Please copy every line with the string "rows" from the entries below.

Stored data
● ● ● ● ● ● ●

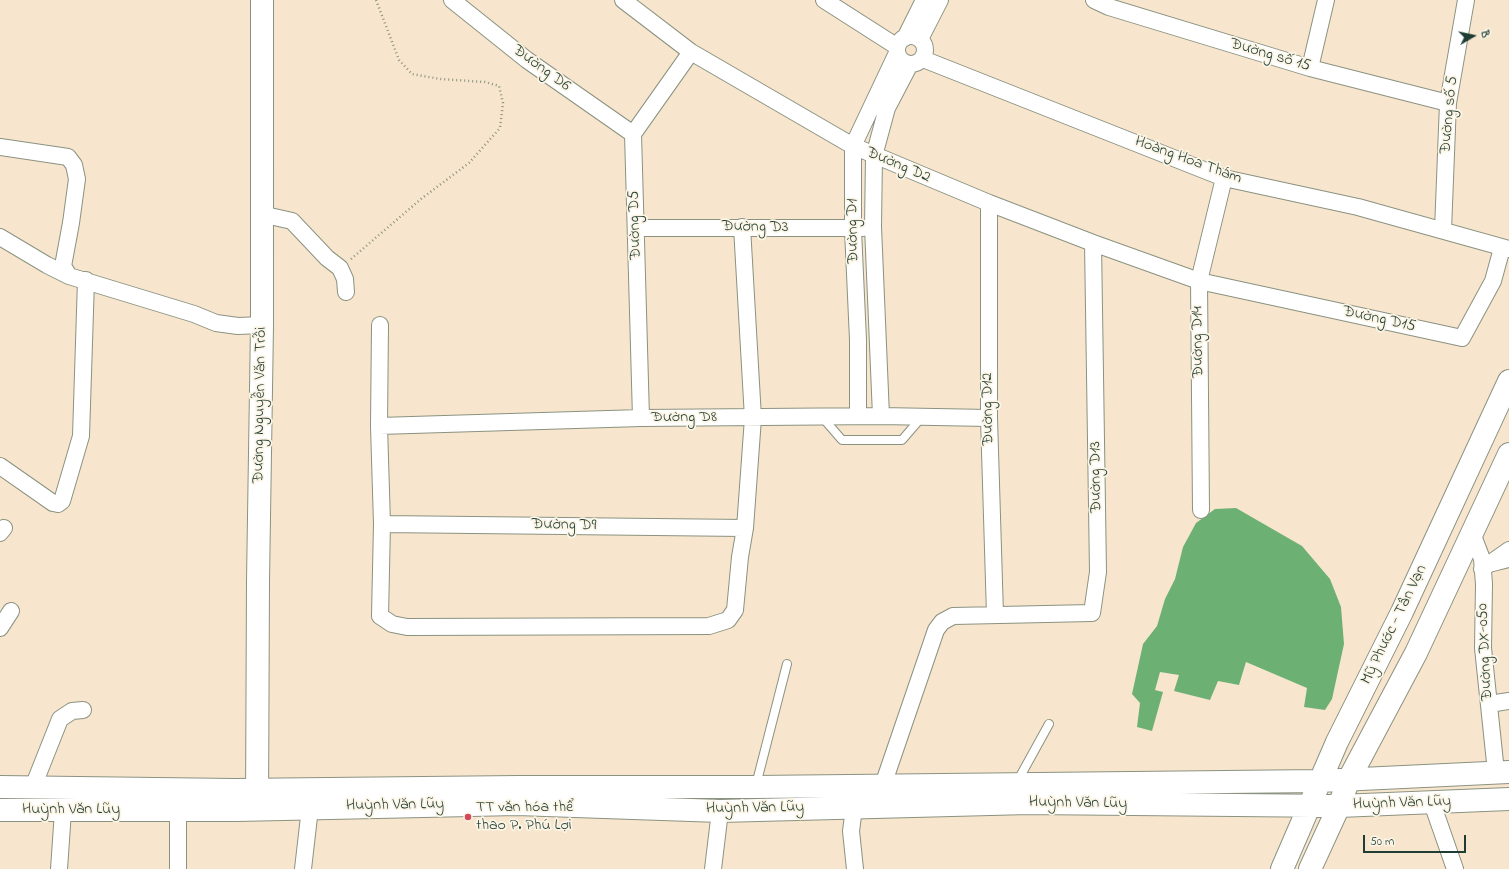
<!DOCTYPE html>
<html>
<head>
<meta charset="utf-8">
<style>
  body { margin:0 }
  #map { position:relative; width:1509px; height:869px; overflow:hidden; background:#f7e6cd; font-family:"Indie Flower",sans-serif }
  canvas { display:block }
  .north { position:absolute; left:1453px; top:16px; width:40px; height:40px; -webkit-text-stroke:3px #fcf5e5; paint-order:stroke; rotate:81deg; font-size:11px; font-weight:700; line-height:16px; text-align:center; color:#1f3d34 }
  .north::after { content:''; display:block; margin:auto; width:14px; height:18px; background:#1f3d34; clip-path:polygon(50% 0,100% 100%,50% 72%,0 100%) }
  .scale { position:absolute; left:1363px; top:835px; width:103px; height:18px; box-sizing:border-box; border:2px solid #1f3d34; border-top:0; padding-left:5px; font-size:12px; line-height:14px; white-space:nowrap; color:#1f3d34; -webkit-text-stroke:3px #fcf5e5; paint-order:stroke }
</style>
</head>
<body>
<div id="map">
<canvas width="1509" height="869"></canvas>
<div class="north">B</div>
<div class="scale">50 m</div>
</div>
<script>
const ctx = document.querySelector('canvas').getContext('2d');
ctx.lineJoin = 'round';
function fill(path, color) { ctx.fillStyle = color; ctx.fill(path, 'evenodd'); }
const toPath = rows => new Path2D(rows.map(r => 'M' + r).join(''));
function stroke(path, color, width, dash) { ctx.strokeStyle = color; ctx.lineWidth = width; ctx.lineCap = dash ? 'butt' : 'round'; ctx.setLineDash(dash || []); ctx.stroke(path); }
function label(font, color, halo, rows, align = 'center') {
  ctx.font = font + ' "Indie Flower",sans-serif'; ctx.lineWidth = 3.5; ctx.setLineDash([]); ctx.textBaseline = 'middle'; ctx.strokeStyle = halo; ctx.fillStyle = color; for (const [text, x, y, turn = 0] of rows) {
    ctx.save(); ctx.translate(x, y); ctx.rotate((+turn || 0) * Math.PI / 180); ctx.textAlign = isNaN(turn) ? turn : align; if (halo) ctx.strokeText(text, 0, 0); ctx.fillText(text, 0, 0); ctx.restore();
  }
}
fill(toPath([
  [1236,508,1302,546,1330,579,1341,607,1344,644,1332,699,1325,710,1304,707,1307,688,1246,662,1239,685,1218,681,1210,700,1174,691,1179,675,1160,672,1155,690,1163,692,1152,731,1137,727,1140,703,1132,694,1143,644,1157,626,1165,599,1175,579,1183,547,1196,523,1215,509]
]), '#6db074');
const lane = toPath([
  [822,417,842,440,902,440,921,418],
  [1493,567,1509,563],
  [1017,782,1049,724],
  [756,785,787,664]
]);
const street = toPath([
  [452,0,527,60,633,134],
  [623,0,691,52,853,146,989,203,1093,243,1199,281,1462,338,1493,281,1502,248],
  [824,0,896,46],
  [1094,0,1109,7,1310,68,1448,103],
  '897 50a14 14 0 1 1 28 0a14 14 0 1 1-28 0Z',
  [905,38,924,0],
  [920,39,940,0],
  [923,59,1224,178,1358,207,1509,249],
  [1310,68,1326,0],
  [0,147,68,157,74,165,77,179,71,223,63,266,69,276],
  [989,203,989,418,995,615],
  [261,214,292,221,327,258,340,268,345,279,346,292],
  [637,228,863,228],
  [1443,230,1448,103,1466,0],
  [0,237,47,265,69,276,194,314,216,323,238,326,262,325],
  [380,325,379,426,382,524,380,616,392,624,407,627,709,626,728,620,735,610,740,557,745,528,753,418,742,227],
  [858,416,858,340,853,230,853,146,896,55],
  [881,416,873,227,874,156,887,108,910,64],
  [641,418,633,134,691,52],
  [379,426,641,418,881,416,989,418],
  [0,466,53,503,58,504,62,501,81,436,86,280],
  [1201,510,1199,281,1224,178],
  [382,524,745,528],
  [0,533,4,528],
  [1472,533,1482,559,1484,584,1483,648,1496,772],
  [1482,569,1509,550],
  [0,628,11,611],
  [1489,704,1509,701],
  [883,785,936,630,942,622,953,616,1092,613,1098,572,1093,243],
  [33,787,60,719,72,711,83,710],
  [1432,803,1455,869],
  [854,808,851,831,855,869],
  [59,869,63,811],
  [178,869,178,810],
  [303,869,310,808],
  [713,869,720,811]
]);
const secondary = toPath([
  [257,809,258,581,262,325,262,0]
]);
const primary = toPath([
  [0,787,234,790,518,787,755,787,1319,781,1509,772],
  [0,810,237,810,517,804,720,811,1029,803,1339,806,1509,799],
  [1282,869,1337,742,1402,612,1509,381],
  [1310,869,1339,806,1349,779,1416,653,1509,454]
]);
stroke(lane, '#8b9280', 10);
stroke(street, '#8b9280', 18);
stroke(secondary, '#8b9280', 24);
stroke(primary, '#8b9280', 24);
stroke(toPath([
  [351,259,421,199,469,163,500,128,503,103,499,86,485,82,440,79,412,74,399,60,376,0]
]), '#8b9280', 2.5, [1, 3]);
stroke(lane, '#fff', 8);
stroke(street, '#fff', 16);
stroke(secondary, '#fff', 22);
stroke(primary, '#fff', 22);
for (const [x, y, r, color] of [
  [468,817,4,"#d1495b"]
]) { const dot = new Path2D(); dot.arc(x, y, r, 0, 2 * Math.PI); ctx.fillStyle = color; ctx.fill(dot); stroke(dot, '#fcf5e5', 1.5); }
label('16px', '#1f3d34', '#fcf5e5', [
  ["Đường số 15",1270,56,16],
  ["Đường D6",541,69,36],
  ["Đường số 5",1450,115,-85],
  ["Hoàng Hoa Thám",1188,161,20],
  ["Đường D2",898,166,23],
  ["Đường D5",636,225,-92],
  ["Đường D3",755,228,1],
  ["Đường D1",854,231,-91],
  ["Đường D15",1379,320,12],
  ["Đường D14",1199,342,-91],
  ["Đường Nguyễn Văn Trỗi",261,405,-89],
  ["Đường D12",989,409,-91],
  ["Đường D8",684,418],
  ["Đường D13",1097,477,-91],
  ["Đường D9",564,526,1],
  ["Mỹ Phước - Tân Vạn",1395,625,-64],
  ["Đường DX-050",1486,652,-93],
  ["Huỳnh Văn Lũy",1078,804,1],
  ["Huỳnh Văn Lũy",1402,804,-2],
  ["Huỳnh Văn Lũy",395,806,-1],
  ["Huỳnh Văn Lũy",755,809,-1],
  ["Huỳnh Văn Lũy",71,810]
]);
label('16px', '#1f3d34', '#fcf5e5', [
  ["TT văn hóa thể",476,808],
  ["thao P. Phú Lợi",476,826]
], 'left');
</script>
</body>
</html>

● ● ● ● ● ● ●

#### Task answer:
const toPath = rows => new Path2D(rows.map(r => 'M' + r).join(''));
function label(font, color, halo, rows, align = 'center') {
  ctx.font = font + ' "Indie Flower",sans-serif'; ctx.lineWidth = 3.5; ctx.setLineDash([]); ctx.textBaseline = 'middle'; ctx.strokeStyle = halo; ctx.fillStyle = color; for (const [text, x, y, turn = 0] of rows) {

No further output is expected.